What the task asks:
Give the listing below again in full, exactly as written.
========
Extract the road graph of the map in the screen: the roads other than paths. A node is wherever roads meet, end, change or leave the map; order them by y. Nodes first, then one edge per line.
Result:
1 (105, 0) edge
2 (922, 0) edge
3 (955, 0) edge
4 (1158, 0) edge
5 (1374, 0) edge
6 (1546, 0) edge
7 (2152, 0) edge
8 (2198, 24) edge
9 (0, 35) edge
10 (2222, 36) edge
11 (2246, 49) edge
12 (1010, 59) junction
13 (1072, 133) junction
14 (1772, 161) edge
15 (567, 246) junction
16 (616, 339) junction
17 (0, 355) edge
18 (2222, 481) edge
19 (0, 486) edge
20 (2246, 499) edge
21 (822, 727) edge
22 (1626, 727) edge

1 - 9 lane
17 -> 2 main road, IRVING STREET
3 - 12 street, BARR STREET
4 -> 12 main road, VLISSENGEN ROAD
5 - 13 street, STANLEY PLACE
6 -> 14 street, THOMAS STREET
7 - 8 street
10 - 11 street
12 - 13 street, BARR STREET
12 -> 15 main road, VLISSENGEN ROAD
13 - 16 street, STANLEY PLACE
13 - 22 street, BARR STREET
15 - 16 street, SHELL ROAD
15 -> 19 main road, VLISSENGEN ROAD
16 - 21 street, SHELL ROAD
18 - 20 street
========
Solution to this task:
Extract the road graph of the map in the screen: the roads other than paths. A node is wherever roads meet, end, change or leave the map; order them by y. Nodes first, then one edge per line.
Result:
1 (105, 0) edge
2 (922, 0) edge
3 (955, 0) edge
4 (1158, 0) edge
5 (1374, 0) edge
6 (1546, 0) edge
7 (2152, 0) edge
8 (2198, 24) edge
9 (0, 35) edge
10 (2222, 36) edge
11 (2246, 49) edge
12 (1010, 59) junction
13 (1072, 133) junction
14 (1772, 161) edge
15 (567, 246) junction
16 (616, 339) junction
17 (0, 355) edge
18 (2222, 481) edge
19 (0, 486) edge
20 (2246, 499) edge
21 (822, 727) edge
22 (1626, 727) edge

1 - 9 lane
17 -> 2 main road, IRVING STREET
3 - 12 street, BARR STREET
4 -> 12 main road, VLISSENGEN ROAD
5 - 13 street, STANLEY PLACE
6 -> 14 street, THOMAS STREET
7 - 8 street
10 - 11 street
12 - 13 street, BARR STREET
12 -> 15 main road, VLISSENGEN ROAD
13 - 16 street, STANLEY PLACE
13 - 22 street, BARR STREET
15 - 16 street, SHELL ROAD
15 -> 19 main road, VLISSENGEN ROAD
16 - 21 street, SHELL ROAD
18 - 20 street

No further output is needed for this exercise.